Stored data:
+ + + +
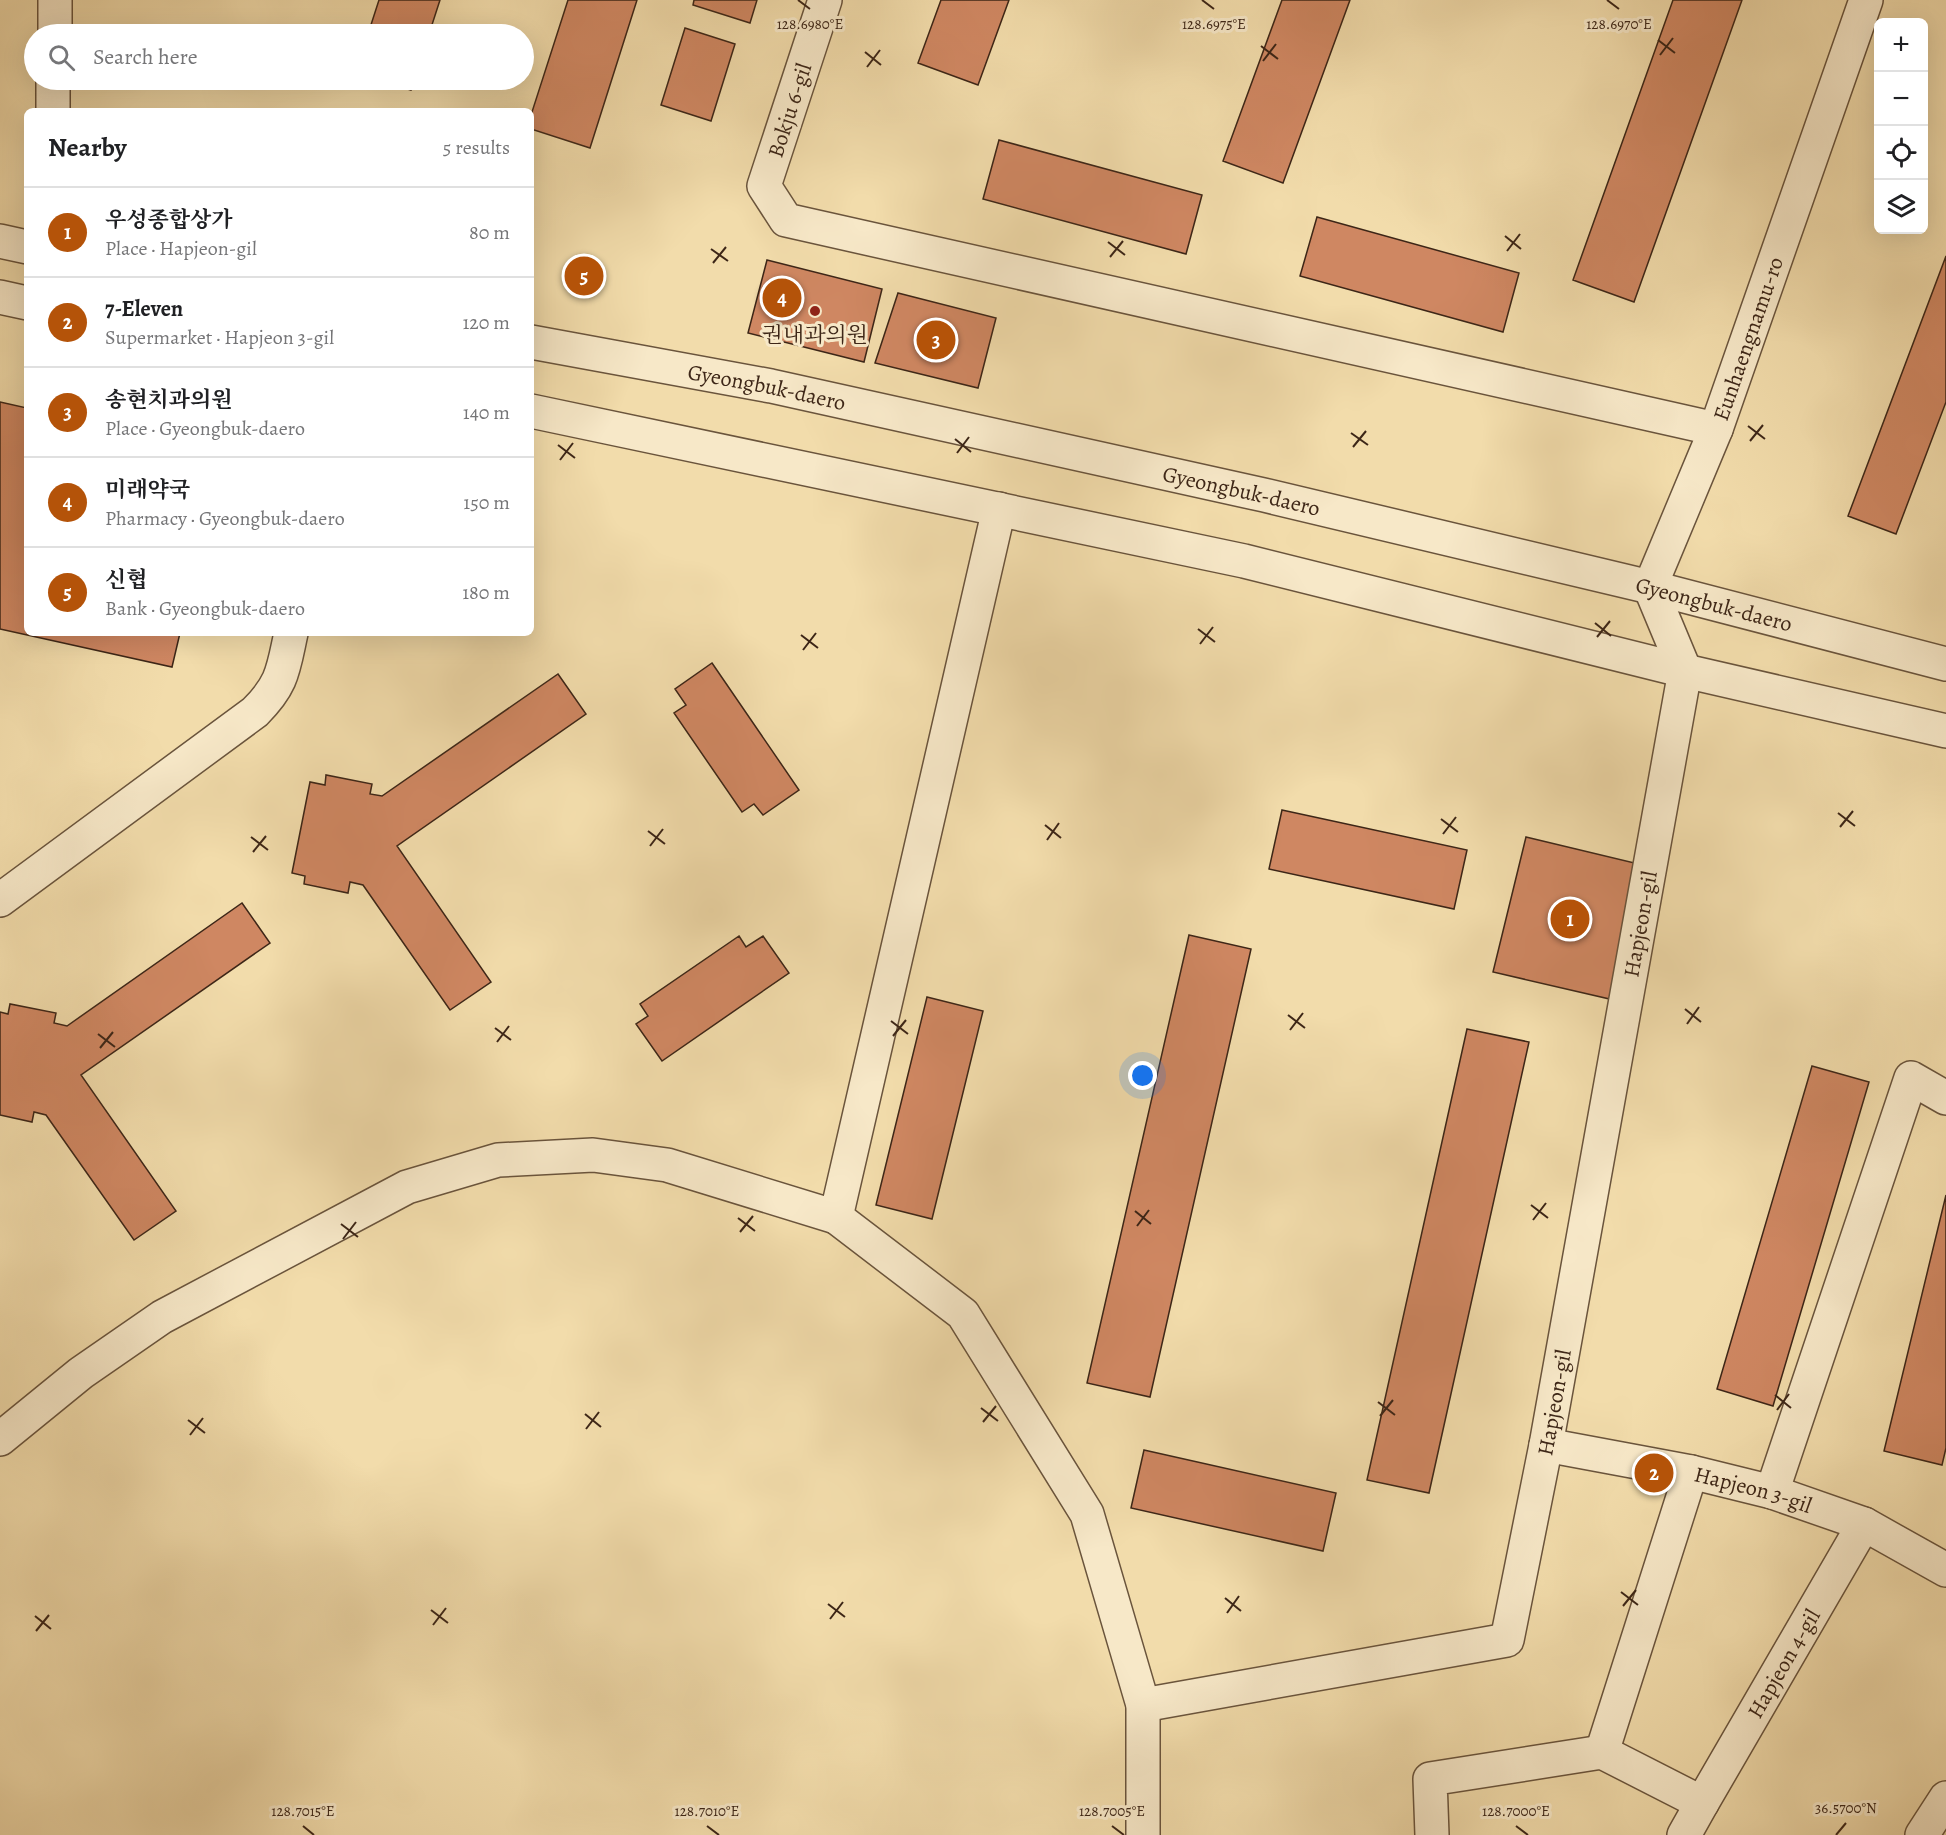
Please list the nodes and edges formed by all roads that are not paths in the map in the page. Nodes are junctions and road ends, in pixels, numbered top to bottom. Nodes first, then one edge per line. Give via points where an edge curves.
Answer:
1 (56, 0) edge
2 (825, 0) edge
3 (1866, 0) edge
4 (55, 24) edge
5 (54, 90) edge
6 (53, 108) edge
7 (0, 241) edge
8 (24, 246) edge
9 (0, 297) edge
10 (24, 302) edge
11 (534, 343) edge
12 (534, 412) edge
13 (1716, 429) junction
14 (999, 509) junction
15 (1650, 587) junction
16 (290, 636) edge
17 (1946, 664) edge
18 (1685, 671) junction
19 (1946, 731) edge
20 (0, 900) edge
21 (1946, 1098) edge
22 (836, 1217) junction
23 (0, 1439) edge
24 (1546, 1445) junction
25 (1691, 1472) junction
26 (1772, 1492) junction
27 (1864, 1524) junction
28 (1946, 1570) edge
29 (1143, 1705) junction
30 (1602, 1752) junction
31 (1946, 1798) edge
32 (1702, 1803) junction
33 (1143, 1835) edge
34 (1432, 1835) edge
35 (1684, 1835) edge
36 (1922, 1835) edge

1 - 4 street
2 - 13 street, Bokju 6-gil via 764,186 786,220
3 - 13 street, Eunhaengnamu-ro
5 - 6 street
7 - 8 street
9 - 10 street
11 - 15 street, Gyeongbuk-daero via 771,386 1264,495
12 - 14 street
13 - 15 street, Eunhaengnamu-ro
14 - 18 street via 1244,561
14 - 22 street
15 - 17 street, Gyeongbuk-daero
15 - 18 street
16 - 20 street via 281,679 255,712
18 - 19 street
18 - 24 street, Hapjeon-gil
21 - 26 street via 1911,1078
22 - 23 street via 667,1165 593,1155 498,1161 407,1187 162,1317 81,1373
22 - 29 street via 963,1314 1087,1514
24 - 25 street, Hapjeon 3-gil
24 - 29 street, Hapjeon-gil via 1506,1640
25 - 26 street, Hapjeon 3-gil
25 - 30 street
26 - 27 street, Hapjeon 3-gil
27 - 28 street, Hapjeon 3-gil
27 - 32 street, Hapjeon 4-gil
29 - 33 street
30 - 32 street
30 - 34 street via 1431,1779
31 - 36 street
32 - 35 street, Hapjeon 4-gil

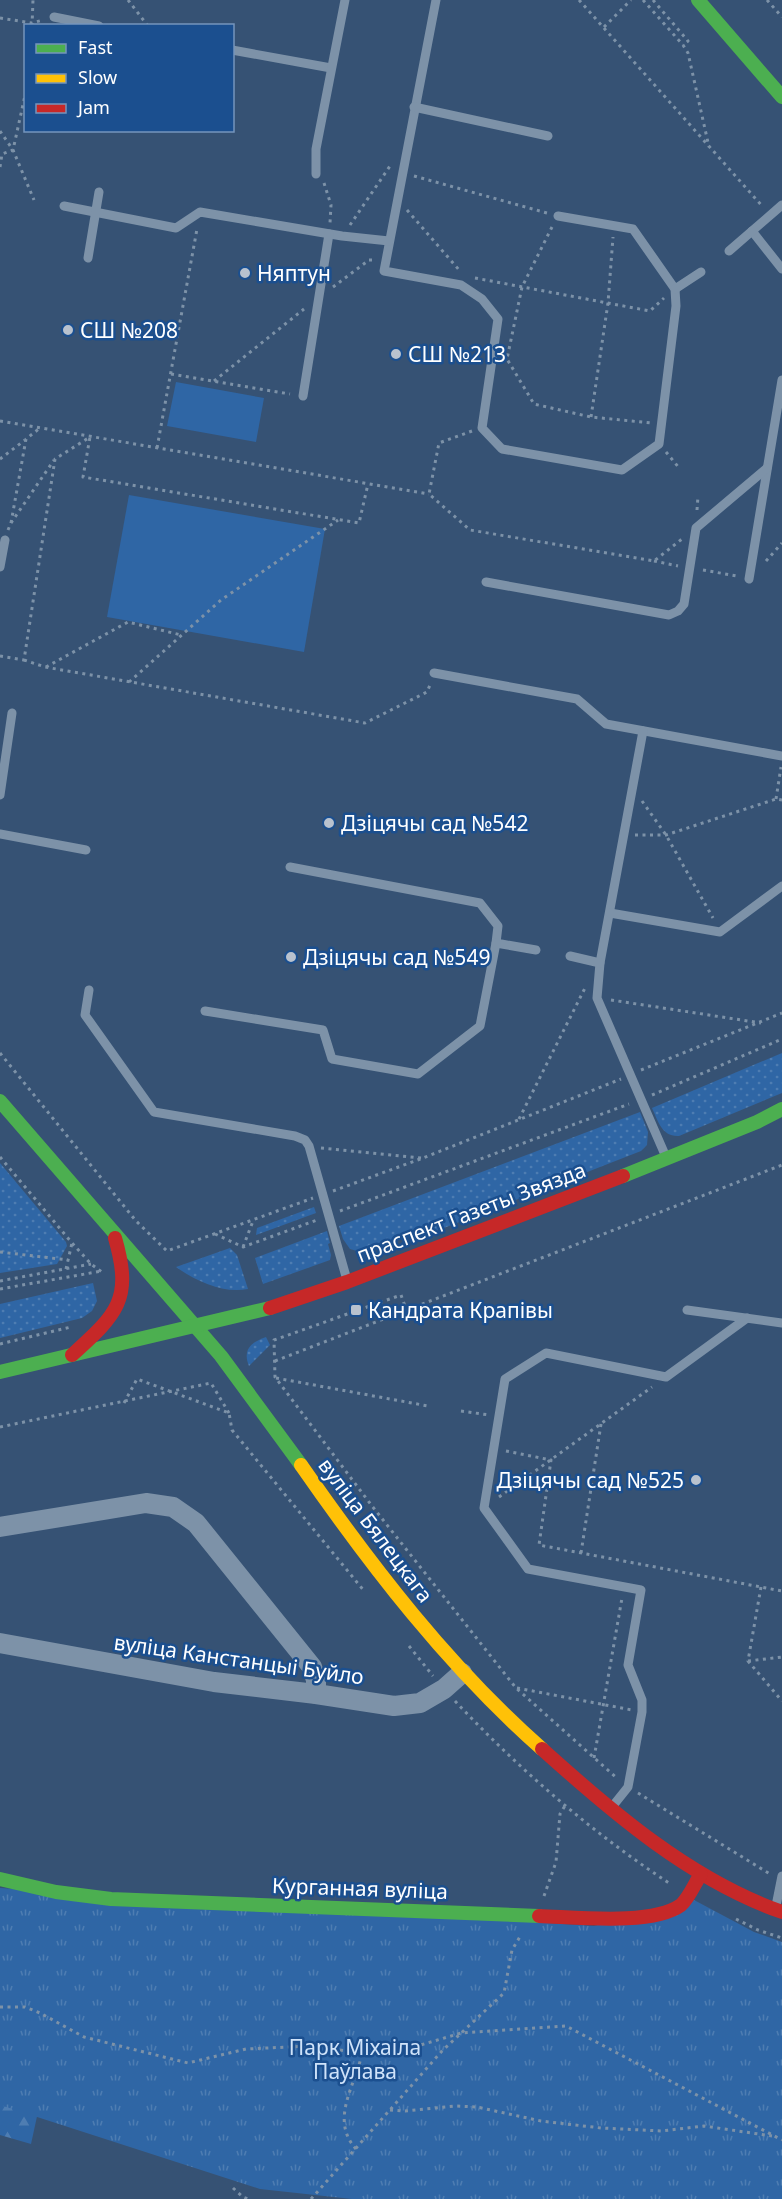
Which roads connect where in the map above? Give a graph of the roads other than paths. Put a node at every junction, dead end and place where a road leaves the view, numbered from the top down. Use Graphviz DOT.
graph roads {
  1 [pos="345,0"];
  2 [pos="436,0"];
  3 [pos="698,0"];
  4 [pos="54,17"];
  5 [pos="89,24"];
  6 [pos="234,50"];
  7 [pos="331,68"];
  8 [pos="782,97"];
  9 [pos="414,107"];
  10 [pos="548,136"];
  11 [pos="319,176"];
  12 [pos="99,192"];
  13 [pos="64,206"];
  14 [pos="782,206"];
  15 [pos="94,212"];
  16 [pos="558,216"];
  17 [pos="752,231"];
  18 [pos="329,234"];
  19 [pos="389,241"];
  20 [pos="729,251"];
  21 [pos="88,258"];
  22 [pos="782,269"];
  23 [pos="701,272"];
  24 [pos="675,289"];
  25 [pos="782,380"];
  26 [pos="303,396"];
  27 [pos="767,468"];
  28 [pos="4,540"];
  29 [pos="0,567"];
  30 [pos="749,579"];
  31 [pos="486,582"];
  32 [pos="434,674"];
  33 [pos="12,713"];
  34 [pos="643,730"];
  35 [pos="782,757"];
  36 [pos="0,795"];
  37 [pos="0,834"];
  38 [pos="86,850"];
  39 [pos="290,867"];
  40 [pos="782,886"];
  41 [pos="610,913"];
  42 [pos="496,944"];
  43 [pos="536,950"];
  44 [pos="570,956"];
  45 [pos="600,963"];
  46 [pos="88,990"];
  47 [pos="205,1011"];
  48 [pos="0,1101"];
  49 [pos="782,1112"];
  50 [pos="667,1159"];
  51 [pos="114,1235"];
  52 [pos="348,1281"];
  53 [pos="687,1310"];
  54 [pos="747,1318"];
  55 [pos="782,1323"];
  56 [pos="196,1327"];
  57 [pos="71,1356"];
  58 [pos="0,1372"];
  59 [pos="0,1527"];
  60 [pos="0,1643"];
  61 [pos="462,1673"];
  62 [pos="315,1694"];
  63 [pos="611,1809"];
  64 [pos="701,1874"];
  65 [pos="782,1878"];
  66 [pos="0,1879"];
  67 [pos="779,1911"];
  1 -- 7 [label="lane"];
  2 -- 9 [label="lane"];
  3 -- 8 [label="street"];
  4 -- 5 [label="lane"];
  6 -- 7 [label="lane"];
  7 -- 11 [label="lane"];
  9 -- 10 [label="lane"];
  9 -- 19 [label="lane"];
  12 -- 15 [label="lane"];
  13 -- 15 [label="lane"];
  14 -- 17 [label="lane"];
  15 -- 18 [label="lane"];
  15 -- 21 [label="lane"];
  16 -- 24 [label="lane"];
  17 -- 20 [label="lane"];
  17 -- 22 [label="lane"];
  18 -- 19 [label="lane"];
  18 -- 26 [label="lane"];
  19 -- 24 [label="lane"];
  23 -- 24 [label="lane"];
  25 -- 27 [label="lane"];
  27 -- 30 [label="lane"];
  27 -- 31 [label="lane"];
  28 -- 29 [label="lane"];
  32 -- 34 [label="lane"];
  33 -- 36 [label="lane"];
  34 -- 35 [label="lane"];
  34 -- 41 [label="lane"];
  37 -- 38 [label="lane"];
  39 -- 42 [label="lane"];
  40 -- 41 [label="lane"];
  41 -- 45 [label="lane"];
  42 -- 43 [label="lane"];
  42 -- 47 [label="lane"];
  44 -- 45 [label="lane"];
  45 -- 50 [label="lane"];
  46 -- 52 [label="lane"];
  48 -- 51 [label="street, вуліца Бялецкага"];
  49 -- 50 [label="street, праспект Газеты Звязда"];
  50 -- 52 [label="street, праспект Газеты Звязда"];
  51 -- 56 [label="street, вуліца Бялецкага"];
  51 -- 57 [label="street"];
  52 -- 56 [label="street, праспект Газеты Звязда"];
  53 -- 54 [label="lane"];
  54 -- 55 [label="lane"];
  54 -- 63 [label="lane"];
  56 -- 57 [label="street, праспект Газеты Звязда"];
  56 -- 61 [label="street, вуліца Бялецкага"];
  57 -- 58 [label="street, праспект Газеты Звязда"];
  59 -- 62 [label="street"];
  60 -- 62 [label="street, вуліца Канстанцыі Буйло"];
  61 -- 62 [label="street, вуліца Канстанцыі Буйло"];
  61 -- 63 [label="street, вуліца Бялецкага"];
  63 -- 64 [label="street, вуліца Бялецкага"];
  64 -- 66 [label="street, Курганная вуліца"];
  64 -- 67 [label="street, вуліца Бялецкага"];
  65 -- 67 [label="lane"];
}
+ + + +
▸ **WORK REQUIRED**: Scan the lines above for the word "paths" and copy every one where it occurs.

▸ **FINISHED EXERCISE**:
Please list the nodes and edges formed by all roads that are not paths in the map in the page. Nodes are junctions and road ends, in pixels, numbered top to bottom. Nodes first, then one edge per line. Give via points where an edge curves.
Which roads connect where in the map above? Give a graph of the roads other than paths. Put a node at every junction, dead end and place where a road leaves the view, numbered from the top down. Use Graphviz DOT.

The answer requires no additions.